3. Neither does this Act conflict with section 4, Article XII. [8] It does not levy any tax upon the city of Helena or its inhabitants. Even the regulation of water rentals, would not amount to a levy of taxes, for a water rental is not a tax. (Wagner v. City of Rock Island, 146 Ill. 139, 21 L. R. A. 519, 34 N. E. 545.) Whether a particular regulation of the Public Service Commission may have the effect of imposing a compulsory obligation on the city is another question. Any regulation [9] which the commission makes must be reasonable in order to be valid, and any regulation which imposes upon the city any obligation which is invalid is not reasonable. Whether the regulation sought to be imposed upon the city of Helena, with reference to the character of the accounts to be kept with respect to its water system, is reasonable depends upon considera*541tions not presented by this record. Assuming it tó be reasonable, it does not follow that it will impose upon the city of Helena any obligation whatever.

The “revenues” from the water plant referred to in section [10] 6, Article XIII, above, which are to be held inviolate— dedicated to the discharge of the extraordinary indebtedness— are the net revenues or the gross receipts less necessary operating expenses, and, if this regulation of the commission is a reasonable one, the extra expense incurred in carrying it into effect is a proper and necessary charge against the gross revenues derived from the water system, and not an obligation imposed upon the city at all.
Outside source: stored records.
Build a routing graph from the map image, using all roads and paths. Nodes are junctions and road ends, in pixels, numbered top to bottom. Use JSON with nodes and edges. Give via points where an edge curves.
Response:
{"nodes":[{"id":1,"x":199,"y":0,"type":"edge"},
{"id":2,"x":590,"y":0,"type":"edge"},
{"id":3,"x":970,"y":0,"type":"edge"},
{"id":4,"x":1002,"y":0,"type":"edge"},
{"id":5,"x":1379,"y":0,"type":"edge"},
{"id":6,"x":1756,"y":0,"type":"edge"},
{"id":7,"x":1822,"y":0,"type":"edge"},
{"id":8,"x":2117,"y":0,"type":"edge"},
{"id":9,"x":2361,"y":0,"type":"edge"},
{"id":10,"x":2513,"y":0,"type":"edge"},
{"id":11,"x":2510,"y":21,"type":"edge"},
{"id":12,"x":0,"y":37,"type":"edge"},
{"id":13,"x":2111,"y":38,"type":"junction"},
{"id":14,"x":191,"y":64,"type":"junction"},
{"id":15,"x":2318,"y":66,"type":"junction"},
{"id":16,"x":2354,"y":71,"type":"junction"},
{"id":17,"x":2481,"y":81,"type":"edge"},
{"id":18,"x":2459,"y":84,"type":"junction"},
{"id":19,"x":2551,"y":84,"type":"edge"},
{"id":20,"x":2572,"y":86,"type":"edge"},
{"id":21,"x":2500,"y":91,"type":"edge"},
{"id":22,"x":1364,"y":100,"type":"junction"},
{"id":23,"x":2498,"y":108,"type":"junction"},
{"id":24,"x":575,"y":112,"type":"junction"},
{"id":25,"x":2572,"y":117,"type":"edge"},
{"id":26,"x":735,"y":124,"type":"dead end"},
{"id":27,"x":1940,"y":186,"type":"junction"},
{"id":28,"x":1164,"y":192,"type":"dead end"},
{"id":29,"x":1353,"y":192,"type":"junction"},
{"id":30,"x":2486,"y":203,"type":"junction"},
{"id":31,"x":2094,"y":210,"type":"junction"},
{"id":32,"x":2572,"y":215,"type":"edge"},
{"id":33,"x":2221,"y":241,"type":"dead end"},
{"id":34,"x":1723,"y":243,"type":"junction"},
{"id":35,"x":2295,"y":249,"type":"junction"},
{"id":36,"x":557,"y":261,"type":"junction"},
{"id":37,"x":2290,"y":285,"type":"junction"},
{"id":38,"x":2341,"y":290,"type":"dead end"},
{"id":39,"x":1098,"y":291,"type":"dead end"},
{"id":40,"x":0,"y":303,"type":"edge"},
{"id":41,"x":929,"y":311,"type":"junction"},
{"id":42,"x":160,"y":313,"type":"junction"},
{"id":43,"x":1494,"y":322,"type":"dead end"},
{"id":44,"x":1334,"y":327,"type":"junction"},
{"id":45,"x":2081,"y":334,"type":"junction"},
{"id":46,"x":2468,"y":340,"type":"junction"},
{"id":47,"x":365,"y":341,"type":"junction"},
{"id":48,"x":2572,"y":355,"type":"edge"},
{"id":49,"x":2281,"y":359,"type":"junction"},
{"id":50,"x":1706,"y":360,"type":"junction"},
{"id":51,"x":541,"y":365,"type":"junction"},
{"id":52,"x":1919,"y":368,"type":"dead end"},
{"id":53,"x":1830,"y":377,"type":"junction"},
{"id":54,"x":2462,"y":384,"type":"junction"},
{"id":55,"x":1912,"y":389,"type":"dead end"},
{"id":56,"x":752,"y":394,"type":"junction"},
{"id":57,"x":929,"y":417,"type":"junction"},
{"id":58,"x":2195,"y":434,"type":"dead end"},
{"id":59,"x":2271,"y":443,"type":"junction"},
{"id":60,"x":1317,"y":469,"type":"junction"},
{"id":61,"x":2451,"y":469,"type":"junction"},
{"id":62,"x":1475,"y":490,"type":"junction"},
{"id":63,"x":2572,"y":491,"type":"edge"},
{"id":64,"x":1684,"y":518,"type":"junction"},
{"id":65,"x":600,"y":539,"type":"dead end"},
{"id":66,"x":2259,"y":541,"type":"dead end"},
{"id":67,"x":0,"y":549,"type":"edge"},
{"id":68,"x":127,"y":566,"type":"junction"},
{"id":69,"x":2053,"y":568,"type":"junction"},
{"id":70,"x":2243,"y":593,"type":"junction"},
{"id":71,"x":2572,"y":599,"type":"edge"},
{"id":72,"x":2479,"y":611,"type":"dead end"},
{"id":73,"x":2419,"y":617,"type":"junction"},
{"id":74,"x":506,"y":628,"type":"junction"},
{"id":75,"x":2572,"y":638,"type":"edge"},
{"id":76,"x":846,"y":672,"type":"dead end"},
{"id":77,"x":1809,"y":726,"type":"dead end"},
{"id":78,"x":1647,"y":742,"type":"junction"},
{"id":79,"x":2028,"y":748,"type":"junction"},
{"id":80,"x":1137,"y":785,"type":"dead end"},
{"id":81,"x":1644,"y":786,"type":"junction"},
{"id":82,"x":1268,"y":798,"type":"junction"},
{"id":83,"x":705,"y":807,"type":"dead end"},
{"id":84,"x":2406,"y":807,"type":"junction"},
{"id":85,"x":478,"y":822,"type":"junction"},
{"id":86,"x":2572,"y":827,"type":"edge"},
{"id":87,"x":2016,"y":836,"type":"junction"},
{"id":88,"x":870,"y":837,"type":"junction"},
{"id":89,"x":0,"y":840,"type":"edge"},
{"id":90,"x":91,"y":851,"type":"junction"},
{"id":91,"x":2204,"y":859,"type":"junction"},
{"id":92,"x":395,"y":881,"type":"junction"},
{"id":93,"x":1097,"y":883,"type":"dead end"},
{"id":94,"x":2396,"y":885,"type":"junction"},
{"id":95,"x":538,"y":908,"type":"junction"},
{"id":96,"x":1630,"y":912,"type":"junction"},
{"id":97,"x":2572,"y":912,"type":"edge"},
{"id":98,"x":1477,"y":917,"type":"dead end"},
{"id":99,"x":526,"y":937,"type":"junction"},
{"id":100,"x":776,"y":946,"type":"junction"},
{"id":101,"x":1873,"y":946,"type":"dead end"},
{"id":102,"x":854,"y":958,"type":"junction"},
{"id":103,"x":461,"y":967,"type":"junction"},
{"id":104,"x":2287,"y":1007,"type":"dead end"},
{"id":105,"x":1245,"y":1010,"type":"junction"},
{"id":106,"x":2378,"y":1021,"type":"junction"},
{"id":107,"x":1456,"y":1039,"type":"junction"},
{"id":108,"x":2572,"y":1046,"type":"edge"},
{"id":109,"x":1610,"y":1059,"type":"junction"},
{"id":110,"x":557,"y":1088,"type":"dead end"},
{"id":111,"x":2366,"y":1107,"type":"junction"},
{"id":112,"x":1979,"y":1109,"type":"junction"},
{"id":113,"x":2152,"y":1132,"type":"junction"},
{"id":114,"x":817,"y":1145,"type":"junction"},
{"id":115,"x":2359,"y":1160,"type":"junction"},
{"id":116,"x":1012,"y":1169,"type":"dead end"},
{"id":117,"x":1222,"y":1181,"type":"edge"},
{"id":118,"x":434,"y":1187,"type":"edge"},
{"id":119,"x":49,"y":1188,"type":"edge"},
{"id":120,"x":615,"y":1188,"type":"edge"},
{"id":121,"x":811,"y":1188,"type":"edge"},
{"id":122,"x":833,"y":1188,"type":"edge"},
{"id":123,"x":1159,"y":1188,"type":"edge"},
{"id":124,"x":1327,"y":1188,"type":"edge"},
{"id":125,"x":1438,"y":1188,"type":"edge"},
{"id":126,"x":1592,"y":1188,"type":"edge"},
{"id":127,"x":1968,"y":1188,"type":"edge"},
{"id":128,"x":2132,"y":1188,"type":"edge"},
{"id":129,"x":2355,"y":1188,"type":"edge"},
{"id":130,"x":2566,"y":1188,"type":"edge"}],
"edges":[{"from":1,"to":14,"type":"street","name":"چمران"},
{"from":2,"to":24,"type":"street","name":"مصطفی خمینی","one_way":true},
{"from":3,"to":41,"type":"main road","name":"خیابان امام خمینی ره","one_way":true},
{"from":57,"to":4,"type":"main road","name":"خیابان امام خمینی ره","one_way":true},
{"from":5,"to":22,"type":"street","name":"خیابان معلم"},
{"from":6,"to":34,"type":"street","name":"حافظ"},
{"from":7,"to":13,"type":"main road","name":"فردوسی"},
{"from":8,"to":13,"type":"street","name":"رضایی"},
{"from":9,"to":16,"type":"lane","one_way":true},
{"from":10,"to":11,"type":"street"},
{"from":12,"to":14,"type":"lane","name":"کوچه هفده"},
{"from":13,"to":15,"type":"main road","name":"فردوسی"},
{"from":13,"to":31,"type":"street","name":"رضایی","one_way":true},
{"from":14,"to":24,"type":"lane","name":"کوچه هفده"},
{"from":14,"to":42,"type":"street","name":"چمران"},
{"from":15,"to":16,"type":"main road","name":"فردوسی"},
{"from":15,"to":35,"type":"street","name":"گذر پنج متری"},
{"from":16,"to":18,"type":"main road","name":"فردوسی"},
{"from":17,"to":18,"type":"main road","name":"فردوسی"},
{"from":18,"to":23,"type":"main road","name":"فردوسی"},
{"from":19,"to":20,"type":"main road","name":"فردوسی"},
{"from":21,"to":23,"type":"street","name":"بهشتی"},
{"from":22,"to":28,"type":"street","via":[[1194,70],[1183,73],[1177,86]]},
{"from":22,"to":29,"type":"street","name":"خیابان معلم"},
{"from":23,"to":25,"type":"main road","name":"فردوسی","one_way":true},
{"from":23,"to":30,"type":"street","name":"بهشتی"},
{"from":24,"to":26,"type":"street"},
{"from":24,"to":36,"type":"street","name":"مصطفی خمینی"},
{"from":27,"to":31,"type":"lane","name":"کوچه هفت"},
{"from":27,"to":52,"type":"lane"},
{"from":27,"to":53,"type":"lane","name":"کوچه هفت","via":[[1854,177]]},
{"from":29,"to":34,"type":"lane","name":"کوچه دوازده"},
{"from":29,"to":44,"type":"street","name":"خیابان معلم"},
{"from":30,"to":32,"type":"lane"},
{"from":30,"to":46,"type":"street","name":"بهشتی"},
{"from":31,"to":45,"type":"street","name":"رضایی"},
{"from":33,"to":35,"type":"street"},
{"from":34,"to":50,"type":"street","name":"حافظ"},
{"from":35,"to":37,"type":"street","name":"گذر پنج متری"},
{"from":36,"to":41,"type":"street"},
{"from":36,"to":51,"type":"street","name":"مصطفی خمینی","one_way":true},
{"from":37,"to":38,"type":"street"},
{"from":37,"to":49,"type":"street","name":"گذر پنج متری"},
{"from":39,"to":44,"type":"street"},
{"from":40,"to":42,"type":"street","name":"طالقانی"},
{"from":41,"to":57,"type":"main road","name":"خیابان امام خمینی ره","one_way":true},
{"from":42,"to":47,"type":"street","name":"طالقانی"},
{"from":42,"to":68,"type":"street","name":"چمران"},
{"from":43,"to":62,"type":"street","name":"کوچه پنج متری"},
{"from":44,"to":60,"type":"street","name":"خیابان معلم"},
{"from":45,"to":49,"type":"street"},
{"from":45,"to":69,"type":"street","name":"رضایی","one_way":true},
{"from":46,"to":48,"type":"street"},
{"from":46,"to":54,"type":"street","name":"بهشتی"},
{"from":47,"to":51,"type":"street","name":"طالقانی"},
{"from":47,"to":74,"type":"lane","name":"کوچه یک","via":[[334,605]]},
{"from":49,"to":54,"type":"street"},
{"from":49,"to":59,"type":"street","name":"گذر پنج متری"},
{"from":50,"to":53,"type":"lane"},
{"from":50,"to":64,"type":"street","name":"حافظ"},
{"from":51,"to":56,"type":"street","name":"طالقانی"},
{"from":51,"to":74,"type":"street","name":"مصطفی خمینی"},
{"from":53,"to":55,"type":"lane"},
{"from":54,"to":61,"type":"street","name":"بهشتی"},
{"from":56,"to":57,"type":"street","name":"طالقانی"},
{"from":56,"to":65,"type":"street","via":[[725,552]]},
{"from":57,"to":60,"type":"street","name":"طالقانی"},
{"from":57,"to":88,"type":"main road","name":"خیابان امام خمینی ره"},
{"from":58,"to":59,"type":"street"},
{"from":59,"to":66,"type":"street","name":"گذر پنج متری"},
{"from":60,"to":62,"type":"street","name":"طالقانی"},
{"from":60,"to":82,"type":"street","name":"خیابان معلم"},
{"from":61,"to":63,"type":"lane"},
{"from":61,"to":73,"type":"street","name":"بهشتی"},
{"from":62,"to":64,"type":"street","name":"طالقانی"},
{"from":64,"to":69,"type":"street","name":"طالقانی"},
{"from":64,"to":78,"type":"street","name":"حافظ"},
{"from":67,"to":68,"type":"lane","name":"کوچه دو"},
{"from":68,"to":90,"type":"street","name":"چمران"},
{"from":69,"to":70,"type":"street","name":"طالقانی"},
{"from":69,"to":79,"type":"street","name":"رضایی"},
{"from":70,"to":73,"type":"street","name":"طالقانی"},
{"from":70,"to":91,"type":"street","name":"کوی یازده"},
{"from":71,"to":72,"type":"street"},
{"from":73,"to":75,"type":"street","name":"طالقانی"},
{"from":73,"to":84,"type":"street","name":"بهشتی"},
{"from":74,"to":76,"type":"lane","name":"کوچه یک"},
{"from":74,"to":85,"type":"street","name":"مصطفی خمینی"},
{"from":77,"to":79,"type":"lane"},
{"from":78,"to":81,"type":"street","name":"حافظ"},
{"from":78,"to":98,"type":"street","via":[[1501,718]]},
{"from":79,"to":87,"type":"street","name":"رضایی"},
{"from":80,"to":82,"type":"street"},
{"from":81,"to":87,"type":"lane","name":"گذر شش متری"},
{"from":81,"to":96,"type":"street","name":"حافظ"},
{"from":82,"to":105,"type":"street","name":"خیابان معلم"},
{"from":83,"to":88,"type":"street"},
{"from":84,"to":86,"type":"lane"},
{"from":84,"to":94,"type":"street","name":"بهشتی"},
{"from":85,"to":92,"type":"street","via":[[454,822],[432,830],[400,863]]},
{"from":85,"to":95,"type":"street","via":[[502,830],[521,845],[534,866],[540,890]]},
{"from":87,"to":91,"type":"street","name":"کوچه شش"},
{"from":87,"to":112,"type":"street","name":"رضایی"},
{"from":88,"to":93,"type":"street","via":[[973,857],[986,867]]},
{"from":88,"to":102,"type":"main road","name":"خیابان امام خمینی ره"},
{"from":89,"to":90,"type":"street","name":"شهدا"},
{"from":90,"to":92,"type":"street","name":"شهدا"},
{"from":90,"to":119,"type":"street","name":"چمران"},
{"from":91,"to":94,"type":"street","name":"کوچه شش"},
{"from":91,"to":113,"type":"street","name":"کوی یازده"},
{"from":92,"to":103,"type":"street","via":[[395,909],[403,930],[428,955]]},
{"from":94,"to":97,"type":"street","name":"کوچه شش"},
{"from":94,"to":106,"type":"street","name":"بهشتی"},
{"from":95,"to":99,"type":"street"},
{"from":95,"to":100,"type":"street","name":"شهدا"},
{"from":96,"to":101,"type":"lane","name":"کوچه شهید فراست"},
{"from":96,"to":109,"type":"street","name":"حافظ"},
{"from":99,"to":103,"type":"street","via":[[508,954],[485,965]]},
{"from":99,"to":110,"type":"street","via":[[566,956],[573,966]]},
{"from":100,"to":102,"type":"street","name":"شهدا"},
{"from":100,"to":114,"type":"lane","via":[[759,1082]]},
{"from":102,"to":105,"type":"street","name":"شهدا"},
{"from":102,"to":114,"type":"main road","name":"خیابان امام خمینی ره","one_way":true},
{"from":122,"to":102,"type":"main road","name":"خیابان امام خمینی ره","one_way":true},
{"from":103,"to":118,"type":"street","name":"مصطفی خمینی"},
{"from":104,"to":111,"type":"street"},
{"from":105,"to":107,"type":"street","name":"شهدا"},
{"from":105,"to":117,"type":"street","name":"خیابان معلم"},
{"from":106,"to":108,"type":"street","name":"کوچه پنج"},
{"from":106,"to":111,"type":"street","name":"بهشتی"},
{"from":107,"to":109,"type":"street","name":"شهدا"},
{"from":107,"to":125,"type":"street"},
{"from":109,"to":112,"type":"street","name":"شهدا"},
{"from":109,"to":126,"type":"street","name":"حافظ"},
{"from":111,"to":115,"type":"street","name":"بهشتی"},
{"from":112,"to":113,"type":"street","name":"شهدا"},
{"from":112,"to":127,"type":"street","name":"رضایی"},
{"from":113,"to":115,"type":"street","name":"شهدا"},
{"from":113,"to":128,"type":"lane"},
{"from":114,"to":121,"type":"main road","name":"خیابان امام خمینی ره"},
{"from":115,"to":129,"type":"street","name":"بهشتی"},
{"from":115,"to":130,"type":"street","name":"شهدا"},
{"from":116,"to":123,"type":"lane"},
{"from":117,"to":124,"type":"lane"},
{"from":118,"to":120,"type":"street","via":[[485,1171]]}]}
Rather than declare a solemn enactment of the legislature invalid, we will construe its provisions in harmony with the Constitution if possible to do so. The principle of local self-government as declared by this court in Helena Con. W. Co. v. [11] Steele, above, and in later cases, does not exclude the state from the exercise of police powers within a city of this state.

The language of Chapter 52 above, conferring authority upon the Public Service Commission, is to be construed in harmony with the theory of self-government in the city and the retention of police power by the state.

At first blush, the concluding sentence of section 3 of Chapter 52, to-wit, “And the Public Service Commission is hereby [12] invested with full power of supervision, regulation and control of such utilities, subject to the provisions of this Act and to the exclusion of the jurisdiction, regulation and control of such utilities by any municipality, town or village,” might seem to contemplate the complete substitution of the Public Service Commission for the city in the management and control of its water system; but a consideration of the entire Act leads us to the conclusion that it was the intention of the legislature to go no further than to provide that, within the limited sphere of its jurisdiction, the Public Service Commission may make reasonable regulations which the city must heed, and to that extent *542only is the authority of the city superseded, but that it was ever intended to take from the city the active management of its water plant or the authority to appoint the proper officers and employees to operate it, or to interfere with such officers in the proper discharge of their duties, we cannot admit.

From necessity we are compelled to pass upon the general character of the legislation found in Chapter 52 above, rather than upon the particular provisions of the Act. Whether the legislature exceeded its authority in attempting to confer upon the Public Service Commission any other particular power can only be determined when the exercise of that power is called in question directly. So far as the objections now urged against it are concerned, Chapter 52 appears to be a valid legislative enactment.

The judgment is reversed and the cause is remanded for further proceedings not in conflict with the views herein expressed.

Reversed and remanded.

Mr. Chief Justice Brantly and Mr. Justice Sanner concur.